Interesting People mailing list archives

IP: Chapman, LATimes: Technology issues and the election....


From: Dave Farber <farber () cis upenn edu>
Date: Wed, 01 Nov 2000 19:03:02 -0500




Date: Wed, 1 Nov 2000 12:46:04 -0600
To: chapman () lists cc utexas edu
From: Gary Chapman <gary.chapman () mail utexas edu>
Subject: L.A. Times Column, 10/30/00 -- Tech and Elections
Reply-To: gary.chapman () mail utexas edu
Sender: owner-chapman () lists cc utexas edu

Friends,

Below is my Los Angeles Times column for this week, which ran on
Monday, October 30, 2000. As always, please feel free to pass this
on, but please retain the copyright notice.

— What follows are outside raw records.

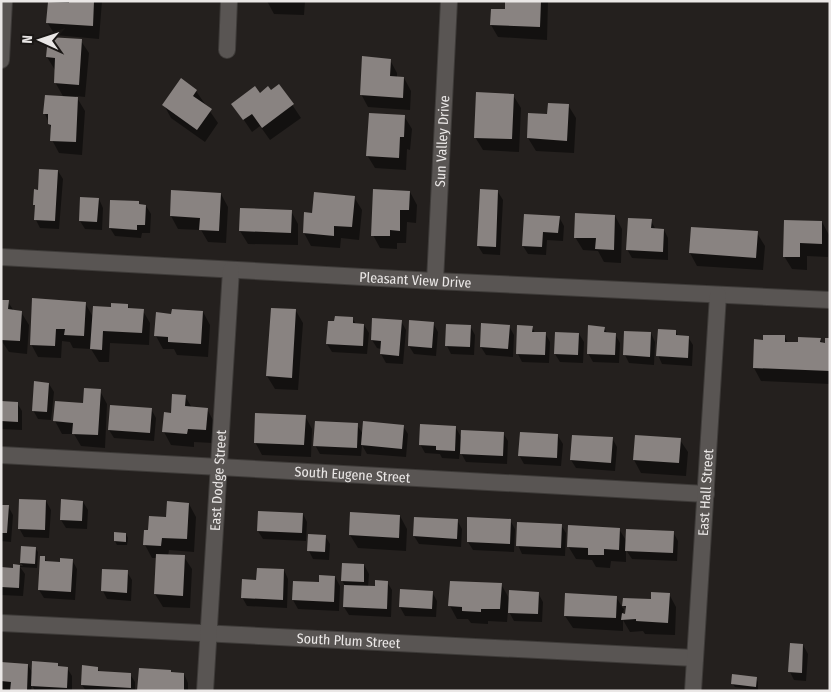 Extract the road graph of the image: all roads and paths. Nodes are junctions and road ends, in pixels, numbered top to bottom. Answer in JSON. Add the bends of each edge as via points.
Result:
{"nodes":[{"id":1,"x":4,"y":1,"type":"edge"},
{"id":2,"x":229,"y":1,"type":"edge"},
{"id":3,"x":449,"y":1,"type":"edge"},
{"id":4,"x":227,"y":50,"type":"dead end"},
{"id":5,"x":1,"y":60,"type":"edge"},
{"id":6,"x":1,"y":257,"type":"edge"},
{"id":7,"x":231,"y":270,"type":"junction"},
{"id":8,"x":435,"y":281,"type":"junction"},
{"id":9,"x":718,"y":295,"type":"junction"},
{"id":10,"x":830,"y":300,"type":"edge"},
{"id":11,"x":1,"y":455,"type":"edge"},
{"id":12,"x":219,"y":467,"type":"junction"},
{"id":13,"x":706,"y":494,"type":"junction"},
{"id":14,"x":1,"y":623,"type":"edge"},
{"id":15,"x":209,"y":634,"type":"junction"},
{"id":16,"x":695,"y":658,"type":"junction"},
{"id":17,"x":205,"y":691,"type":"edge"},
{"id":18,"x":693,"y":691,"type":"edge"}],
"edges":[{"from":1,"to":5,"type":"street"},
{"from":2,"to":4,"type":"street"},
{"from":3,"to":8,"type":"street","name":"Sun Valley Drive"},
{"from":6,"to":7,"type":"street","name":"Pleasant View Drive"},
{"from":7,"to":8,"type":"street","name":"Pleasant View Drive"},
{"from":7,"to":12,"type":"street","name":"East Dodge Street"},
{"from":8,"to":9,"type":"street","name":"Pleasant View Drive"},
{"from":9,"to":10,"type":"street","name":"Pleasant View Drive"},
{"from":9,"to":13,"type":"street","name":"East Hall Street"},
{"from":11,"to":12,"type":"street","name":"South Eugene Street"},
{"from":12,"to":13,"type":"street","name":"South Eugene Street"},
{"from":12,"to":15,"type":"street","name":"East Dodge Street"},
{"from":13,"to":16,"type":"street","name":"East Hall Street"},
{"from":14,"to":15,"type":"street","name":"South Plum Street"},
{"from":15,"to":16,"type":"street","name":"South Plum Street"},
{"from":15,"to":17,"type":"street","name":"East Dodge Street"},
{"from":16,"to":18,"type":"street","name":"East Hall Street"}]}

This is a couple of days late because I was in the D.C. area for the
annual convention called "Networks for People," put on by the
Technology Opportunities Program of the Department of Commerce. On
Monday several of us did a panel discussion on the worker shortage
issue.

Highlights of the conference: Mario Marino's great keynote speech,
which I hope everyone in the tech industry will be able to hear soon;
and word of a very interesting project called "Harlem Live," which is
an online newspaper put out by Harlem teenagers, assisted by
volunteer journalism professionals. Check it out at
http://www.harlemlive.org.

Other significant news from the TOP program: in the current spending
bill approved by Congress last week, their funding tripled for next
fiscal year, to $45 million. One of those bizarre artifacts of our
increasingly bizarre politics -- the program is finally in the range
of where it was supposed to be five years ago, after years of
partisan slashing. That's good news for U.S. nonprofits and "digital
divide" activists, if the spending figures hold.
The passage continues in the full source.